А между тем Муратова продолжала свое восхождение. Тут были и «Долгие проводы» (эта одна из лучших картин советского кино была под запретом целых 16 лет), и картина «Среди серых камней» (после того как по ней погуляли административные ножницы, режиссер сняла свою фамилию, мало кто знает, что указанный в титрах постановщик Иван Сидоров есть не кто иной, как Кира Муратова). Только равнодушный человек не заметит, сколько горечи скопилось в душе у художника, не умеющего приспосабливаться. Чтоб поставить современную картину, надо было освободиться от обид, очиститься, расстаться с прошлым. Это не произошло в предыдущей картине - «Перемена участи», она поставлена по рассказу Моэма «Записка», в ней есть стиль, но нет душевной привязанности к материалу. Разве не то же самое произошло с Тарковским, когда он после «Андрея Рублева» и «Зеркала» ставит «Солярис», произведение умозрительное по сравнению с предыдущими шедеврами? И с Витаутасом Жалакявичусом то же произошло в его латиноамериканском фильме «Это сладкое слово - свобода» после постановки «Никто не хотел умирать». Стиль тот же - душа не та. Картиной «Астенический синдром» Кира Муратова возвращается к себе, и «фильм в фильме» ей понадобился, чтобы именно освободиться, как освобождается криком ее героиня. При этом отношение к ней режиссера диалектично: она сострадает ей, но и с нее вины не снимает.
Картиной режиссер и на себя берет ответственность за происходящее, коль так резко и определенно судит о нем.
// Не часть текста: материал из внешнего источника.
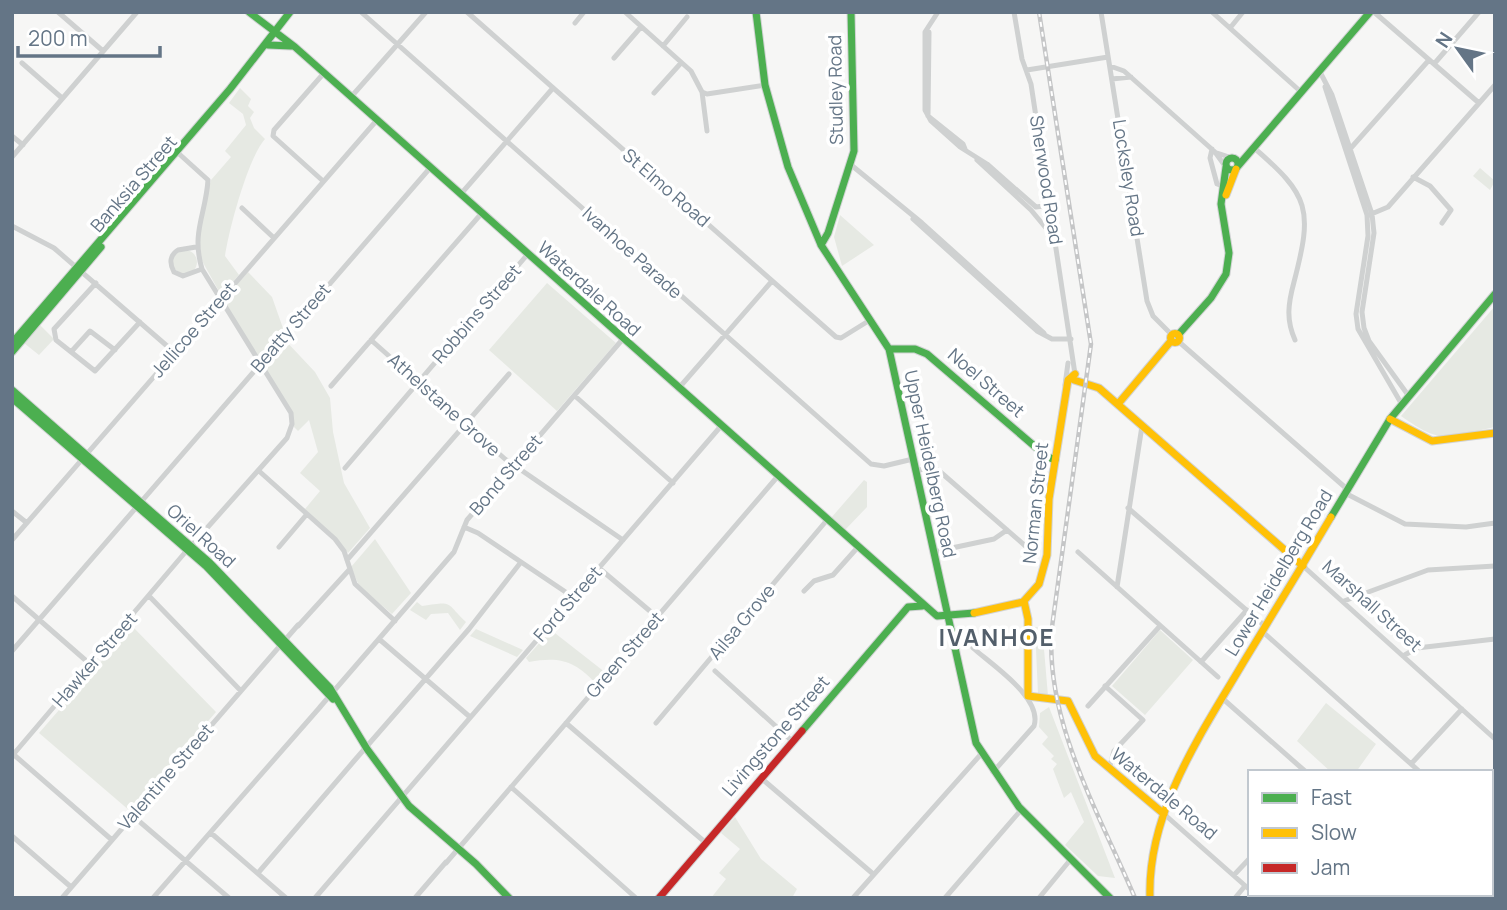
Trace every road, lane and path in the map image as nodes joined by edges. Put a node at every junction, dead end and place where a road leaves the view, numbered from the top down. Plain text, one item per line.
1 (58, 12) edge
2 (136, 12) edge
3 (249, 12) edge
4 (290, 12) edge
5 (361, 12) edge
6 (426, 12) edge
7 (467, 12) edge
8 (584, 12) edge
9 (625, 12) edge
10 (756, 12) edge
11 (851, 12) edge
12 (938, 12) edge
13 (1014, 12) edge
14 (1101, 12) edge
15 (1212, 12) edge
16 (1243, 12) edge
17 (1372, 12) edge
18 (1479, 12) edge
19 (687, 17) dead end
20 (260, 23) junction
21 (575, 23) dead end
22 (641, 27) junction
23 (1230, 28) junction
24 (274, 31) junction
25 (398, 45) junction
26 (663, 46) junction
27 (264, 47) junction
28 (295, 47) junction
29 (103, 51) junction
30 (1108, 57) junction
31 (614, 58) dead end
32 (681, 62) junction
33 (1432, 62) junction
34 (22, 63) dead end
35 (1110, 66) junction
36 (1027, 70) junction
37 (1319, 70) junction
38 (324, 73) junction
39 (1131, 77) junction
40 (1112, 79) junction
41 (765, 85) junction
42 (1495, 85) edge
43 (553, 88) junction
44 (1300, 91) junction
45 (702, 92) junction
46 (654, 93) dead end
47 (1492, 93) edge
48 (351, 97) junction
49 (62, 98) junction
50 (1479, 103) junction
51 (377, 120) junction
52 (707, 131) dead end
53 (12, 136) edge
54 (506, 142) junction
55 (23, 145) junction
56 (1251, 147) junction
57 (1213, 150) junction
58 (1348, 150) junction
59 (179, 153) junction
60 (12, 157) edge
61 (1232, 158) junction
62 (976, 159) junction
63 (850, 164) junction
64 (1226, 167) junction
65 (1237, 167) junction
66 (430, 168) junction
67 (1413, 177) junction
68 (323, 181) junction
69 (1223, 186) junction
70 (460, 195) junction
71 (1051, 205) junction
72 (242, 208) dead end
73 (1223, 213) junction
74 (481, 214) junction
75 (1369, 215) junction
76 (1442, 223) dead end
77 (12, 226) edge
78 (274, 238) junction
79 (1055, 239) junction
80 (821, 245) junction
81 (196, 247) junction
82 (527, 255) junction
83 (79, 268) junction
84 (202, 269) junction
85 (772, 281) junction
86 (96, 283) junction
87 (1495, 294) edge
88 (220, 299) junction
89 (870, 320) junction
90 (140, 322) junction
91 (26, 331) junction
92 (725, 336) junction
93 (1175, 338) junction
94 (1071, 339) junction
95 (371, 340) junction
96 (622, 340) junction
97 (1295, 340) dead end
98 (12, 344) edge
99 (889, 349) junction
100 (115, 350) junction
101 (1072, 350) junction
102 (12, 352) edge
103 (71, 352) junction
104 (174, 352) junction
105 (260, 363) junction
106 (1068, 363) junction
107 (509, 373) dead end
108 (1074, 377) junction
109 (419, 382) junction
110 (331, 386) dead end
111 (678, 389) junction
112 (12, 390) edge
113 (1066, 393) junction
114 (1408, 395) junction
115 (575, 396) junction
116 (12, 398) edge
117 (1401, 403) junction
118 (1118, 404) junction
119 (1390, 419) junction
120 (466, 424) junction
121 (720, 426) junction
122 (1142, 426) junction
123 (1495, 433) edge
124 (85, 457) junction
125 (913, 459) junction
126 (1055, 460) junction
127 (514, 466) junction
128 (345, 468) dead end
129 (259, 471) junction
130 (915, 471) junction
131 (778, 477) junction
132 (673, 483) junction
133 (1346, 491) junction
134 (139, 504) junction
135 (1128, 508) junction
136 (12, 510) edge
137 (307, 514) junction
138 (827, 520) junction
139 (27, 523) junction
140 (1495, 523) edge
141 (464, 527) junction
142 (1007, 530) junction
143 (12, 540) edge
144 (623, 540) junction
145 (279, 547) dead end
146 (858, 547) junction
147 (191, 549) junction
148 (1030, 550) dead end
149 (933, 552) junction
150 (1078, 552) dead end
151 (347, 561) junction
152 (521, 562) junction
153 (1303, 566) junction
154 (1495, 566) edge
155 (599, 568) junction
156 (349, 570) junction
157 (1116, 587) junction
158 (909, 590) junction
159 (804, 592) dead end
160 (12, 596) edge
161 (150, 597) junction
162 (573, 597) junction
163 (1024, 601) junction
164 (1344, 601) junction
165 (922, 606) junction
166 (908, 607) junction
167 (1247, 610) junction
168 (657, 617) junction
169 (947, 617) junction
170 (39, 620) junction
171 (395, 621) junction
172 (1160, 626) junction
173 (1265, 629) junction
174 (379, 639) junction
175 (1495, 639) edge
176 (283, 642) junction
177 (973, 648) dead end
178 (12, 651) edge
179 (1403, 656) junction
180 (1202, 662) junction
181 (91, 665) junction
182 (715, 671) dead end
183 (1218, 677) dead end
184 (426, 679) junction
185 (1105, 687) junction
186 (241, 691) junction
187 (332, 694) junction
188 (1028, 696) junction
189 (1222, 698) junction
190 (1088, 706) dead end
191 (1462, 709) junction
192 (470, 717) junction
193 (566, 723) junction
194 (656, 723) dead end
195 (1495, 739) edge
196 (792, 741) junction
197 (366, 748) junction
198 (982, 753) junction
199 (13, 755) edge
200 (1411, 764) junction
201 (1109, 769) junction
202 (1304, 770) edge
203 (1418, 770) edge
204 (993, 772) junction
205 (761, 778) junction
206 (511, 787) junction
207 (402, 797) junction
208 (1021, 810) junction
209 (1164, 814) junction
210 (133, 816) junction
211 (211, 833) junction
212 (12, 836) edge
213 (112, 840) junction
214 (706, 843) junction
215 (458, 848) junction
216 (1071, 859) junction
217 (1248, 860) edge
218 (187, 862) junction
219 (258, 873) junction
220 (872, 873) junction
221 (1234, 875) junction
222 (71, 887) junction
223 (1247, 888) edge
224 (62, 898) edge
225 (153, 898) edge
226 (229, 898) edge
227 (286, 898) edge
228 (315, 898) edge
229 (415, 898) edge
230 (509, 898) edge
231 (636, 898) edge
232 (659, 898) edge
233 (853, 898) edge
234 (945, 898) edge
235 (1039, 898) edge
236 (1110, 898) edge
237 (1150, 898) edge
238 (1235, 898) edge

1 - 29 street
2 - 29 street
3 - 20 street, Waterdale Road
4 - 24 street, Banksia Street
5 - 25 street, Ivanhoe Parade
6 - 25 street
7 - 43 street, St Elmo Road
8 - 21 street
9 - 22 street
10 - 41 street, Upper Heidelberg Road
11 - 63 street, Studley Road
12 - 62 street
13 - 36 street, Sherwood Road
14 - 30 street, Locksley Road
15 - 23 street
16 - 23 street
17 - 33 street
17 - 37 street
18 - 33 street
19 - 26 street
20 - 24 street, Waterdale Road
20 - 27 street
22 - 26 street
22 - 31 street
23 - 44 street
24 - 27 street, Banksia Street
24 - 28 street, Waterdale Road
25 - 48 street
25 - 54 street, Ivanhoe Parade
26 - 32 street
27 - 28 street
27 - 59 street, Banksia Street
28 - 38 street, Waterdale Road
29 - 49 street
30 - 35 street, Locksley Road
30 - 36 street
32 - 45 street
32 - 46 street
33 - 50 street
33 - 58 street
34 - 49 street
35 - 39 street
35 - 40 street, Locksley Road
36 - 71 street, Sherwood Road
37 - 44 street
37 - 58 street
38 - 48 street, Waterdale Road
38 - 68 street
39 - 40 street
39 - 57 street
40 - 93 street, Locksley Road
41 - 45 street
41 - 80 street, Upper Heidelberg Road
42 - 47 street
43 - 54 street
43 - 85 street, St Elmo Road
44 - 56 street
45 - 52 street
47 - 50 street
48 - 51 street, Waterdale Road
49 - 55 street
50 - 67 street
51 - 66 street, Waterdale Road
51 - 68 street, Jellicoe Street
53 - 55 street
54 - 70 street
54 - 92 street, Ivanhoe Parade
55 - 60 street
56 - 61 street
56 - 65 street
56 - 97 street
57 - 61 street
57 - 64 street
57 - 69 street
58 - 75 street
59 - 81 street
59 - 83 street, Banksia Street
61 - 64 street
61 - 65 street
62 - 71 street
62 - 79 street
63 - 80 street, Studley Road
63 - 94 street
64 - 65 street
64 - 69 street
65 - 73 street
66 - 70 street, Waterdale Road
66 - 105 street, Beatty Street
67 - 75 street
67 - 76 street
68 - 78 street, Jellicoe Street
69 - 73 street
70 - 74 street, Waterdale Road
71 - 79 street, Sherwood Road
72 - 78 street
73 - 93 street
74 - 82 street, Waterdale Road
74 - 95 street
75 - 114 street
75 - 117 street
77 - 83 street
78 - 88 street, Jellicoe Street
79 - 94 street, Sherwood Road
80 - 89 street, Upper Heidelberg Road
81 - 84 street
81 - 84 street
82 - 96 street, Waterdale Road
82 - 109 street, Robbins Street
83 - 86 street
83 - 91 street, Banksia Street
84 - 88 street
85 - 89 street, St Elmo Road
85 - 92 street
86 - 90 street
86 - 103 street
87 - 114 street, Lower Heidelberg Road
88 - 104 street, Jellicoe Street
88 - 105 street
89 - 99 street, Upper Heidelberg Road
90 - 100 street
90 - 104 street
91 - 98 street, Banksia Street
91 - 102 street, Banksia Street
92 - 111 street
92 - 125 street, Ivanhoe Parade
93 - 118 street
93 - 133 street, Locksley Road
94 - 101 street, Sherwood Road
95 - 109 street, Athelstane Grove
95 - 110 street
96 - 111 street, Waterdale Road
96 - 115 street, Bond Street
99 - 125 street, Upper Heidelberg Road
99 - 126 street, Noel Street
100 - 103 street
100 - 103 street
101 - 106 street, Sherwood Road
101 - 108 street, Sherwood Road
104 - 124 street, Jellicoe Street
105 - 129 street, Hawker Street
105 - 134 street, Beatty Street
106 - 108 street
106 - 113 street, Sherwood Road
107 - 120 street
108 - 113 street, Norman Street
108 - 118 street, Marshall Street
109 - 120 street, Athelstane Grove
109 - 128 street, Robbins Street
111 - 121 street, Waterdale Road
112 - 124 street, Oriel Road
113 - 126 street, Norman Street
114 - 117 street, Lower Heidelberg Road
115 - 127 street, Bond Street
115 - 132 street
116 - 124 street, Oriel Road
117 - 119 street, Lower Heidelberg Road
118 - 122 street, Marshall Street
119 - 123 street
119 - 133 street, Lower Heidelberg Road
120 - 127 street, Athelstane Grove
120 - 151 street
121 - 131 street, Waterdale Road
121 - 132 street, Ford Street
122 - 135 street
122 - 153 street, Marshall Street
124 - 134 street, Oriel Road
124 - 139 street, Jellicoe Street
125 - 130 street, Upper Heidelberg Road
126 - 163 street, Norman Street
127 - 141 street, Bond Street
127 - 144 street, Athelstane Grove
129 - 137 street
129 - 147 street, Hawker Street
130 - 142 street
130 - 149 street, Upper Heidelberg Road
131 - 138 street, Waterdale Road
131 - 168 street, Green Street
132 - 144 street, Ford Street
133 - 140 street, Locksley Road
133 - 153 street, Lower Heidelberg Road
134 - 147 street, Oriel Road
134 - 170 street, Beatty Street
135 - 157 street
135 - 167 street
136 - 139 street
137 - 145 street
137 - 151 street
138 - 146 street, Waterdale Road
138 - 194 street, Ailsa Grove
139 - 143 street, Jellicoe Street
141 - 152 street
141 - 171 street, Bond Street
142 - 148 street
142 - 149 street
144 - 155 street, Ford Street
146 - 158 street, Waterdale Road
146 - 159 street
147 - 161 street, Hawker Street
147 - 176 street, Oriel Road
149 - 169 street, Upper Heidelberg Road
150 - 157 street
151 - 156 street
152 - 162 street
152 - 184 street
153 - 164 street, Marshall Street
153 - 173 street, Lower Heidelberg Road
154 - 164 street
155 - 162 street, Ford Street
155 - 168 street
156 - 171 street
156 - 176 street, Valentine Street
157 - 172 street
158 - 165 street, Waterdale Road
158 - 166 street
160 - 170 street
161 - 181 street, Hawker Street
161 - 186 street
162 - 192 street, Ford Street
163 - 169 street
163 - 188 street
164 - 179 street, Marshall Street
165 - 166 street
165 - 169 street, Waterdale Road
166 - 196 street, Livingstone Street
167 - 173 street
167 - 180 street
168 - 193 street, Green Street
169 - 198 street, Upper Heidelberg Road
170 - 178 street, Beatty Street
170 - 181 street
171 - 174 street, Bond Street
172 - 180 street
172 - 185 street
173 - 189 street, Lower Heidelberg Road
173 - 200 street
174 - 184 street
174 - 187 street, Bond Street
175 - 179 street
176 - 186 street, Valentine Street
176 - 187 street, Oriel Road
177 - 188 street
179 - 191 street, Marshall Street
180 - 183 street
181 - 199 street, Hawker Street
182 - 196 street
184 - 192 street
184 - 197 street
185 - 190 street
185 - 201 street
186 - 210 street, Valentine Street
187 - 197 street, Oriel Road
187 - 211 street, Bond Street
188 - 201 street, Waterdale Road
188 - 204 street
189 - 202 street
189 - 209 street, Lower Heidelberg Road
191 - 195 street, Marshall Street
191 - 200 street
192 - 207 street, Ford Street
193 - 206 street, Green Street
193 - 214 street
196 - 205 street, Livingstone Street
197 - 207 street, Oriel Road
197 - 219 street
198 - 204 street, Upper Heidelberg Road
198 - 220 street
199 - 213 street
200 - 203 street
201 - 209 street, Waterdale Road
204 - 208 street, Upper Heidelberg Road
205 - 214 street, Livingstone Street
205 - 220 street
206 - 215 street, Green Street
206 - 231 street
207 - 215 street, Oriel Road
207 - 228 street, Ford Street
208 - 216 street, Upper Heidelberg Road
208 - 234 street
209 - 221 street, Waterdale Road
209 - 237 street, Lower Heidelberg Road
210 - 213 street, Valentine Street
210 - 218 street
211 - 218 street, Bond Street
211 - 219 street
212 - 222 street
213 - 222 street, Valentine Street
214 - 232 street, Livingstone Street
215 - 229 street, Green Street
215 - 230 street, Oriel Road
216 - 235 street
216 - 236 street, Upper Heidelberg Road
217 - 221 street
218 - 225 street, Bond Street
218 - 226 street
219 - 227 street
220 - 233 street
221 - 223 street, Waterdale Road
222 - 224 street, Valentine Street
223 - 238 street

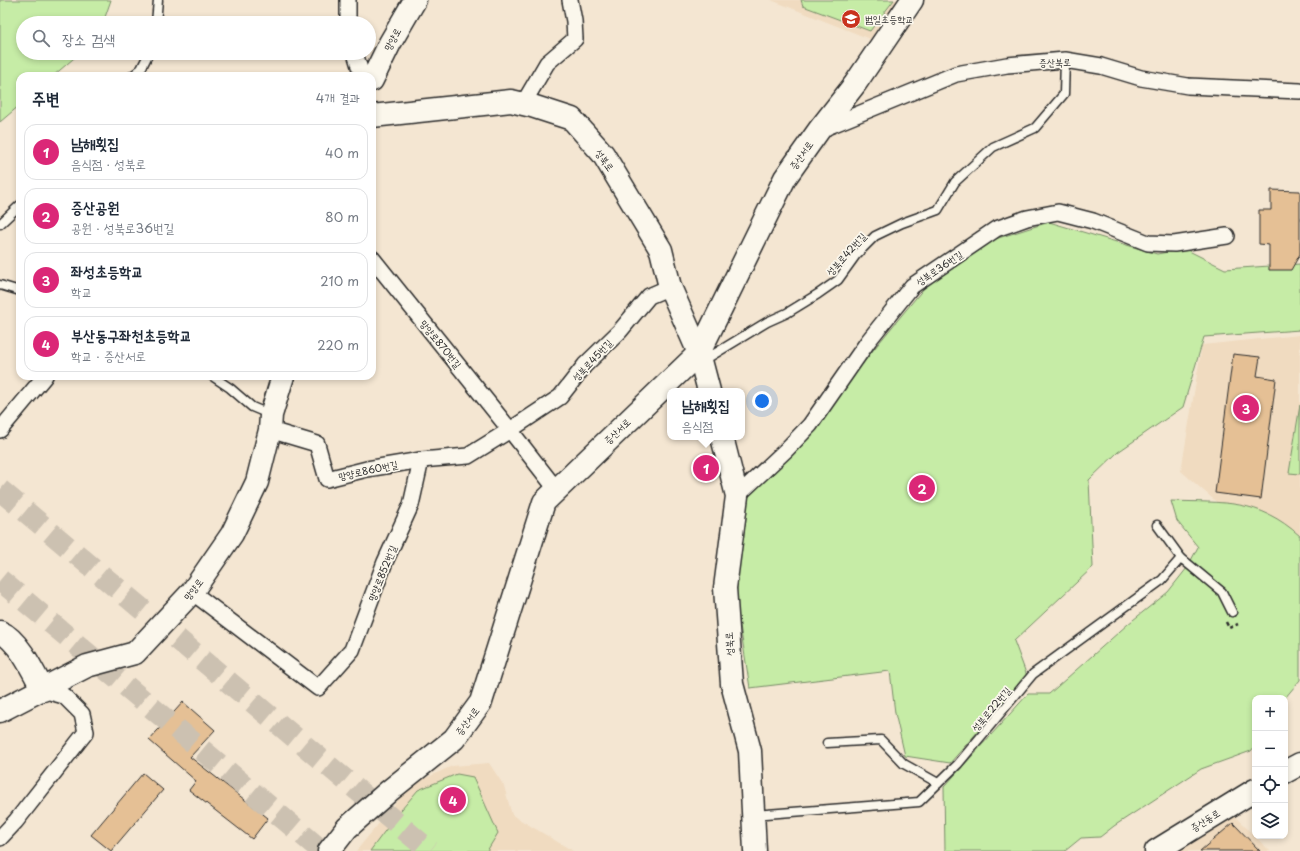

Другой нервный пик в картине занимает не столь значительное место, но в известном смысле действует обескураживающе - я имею в виду нецензурный монолог женщины в метро. Возможно, это своеобразный феминистский бунт, когда женщина мстит мужчинам за все, что они с ней творили, теперь она сама с ними расправляется - публично, словесно, упоминая не только его самого, но и, как положено, его маму, папу и даже дедушку. Такой отборной брани я не слышал даже в армии во время войны, где люди, как известно, не стеснялись, особенно в стрессовых ситуациях. Зрителей, которые будут относить это в адрес режиссера, я заверяю, что Кира Георгиевна Муратова не терпит в жизни бранных слов. О ее деликатности можно судить по эпизоду в картине, где показано несколько обнаженных фигур - женщин и мужчин: художник собирается лепить скульптуру, и перед ним проходят несколько натурщиков. Сцена сделана чисто, целомудренно. Брань в вагоне метро в устах вышедшей из себя женщины - тоже стресс, это перекликается с описанной уже ситуацией начала фильма. Так я понимаю замысел, в то же время не считаю поговорку «все понять - все простить» универсальной. Здесь возникает проблема, перерастающая эстетику и этику фильма. Сегодня, когда воздух отравлен, вода испорчена, а земля начинена химикатами, язык становится экологической нишей человека.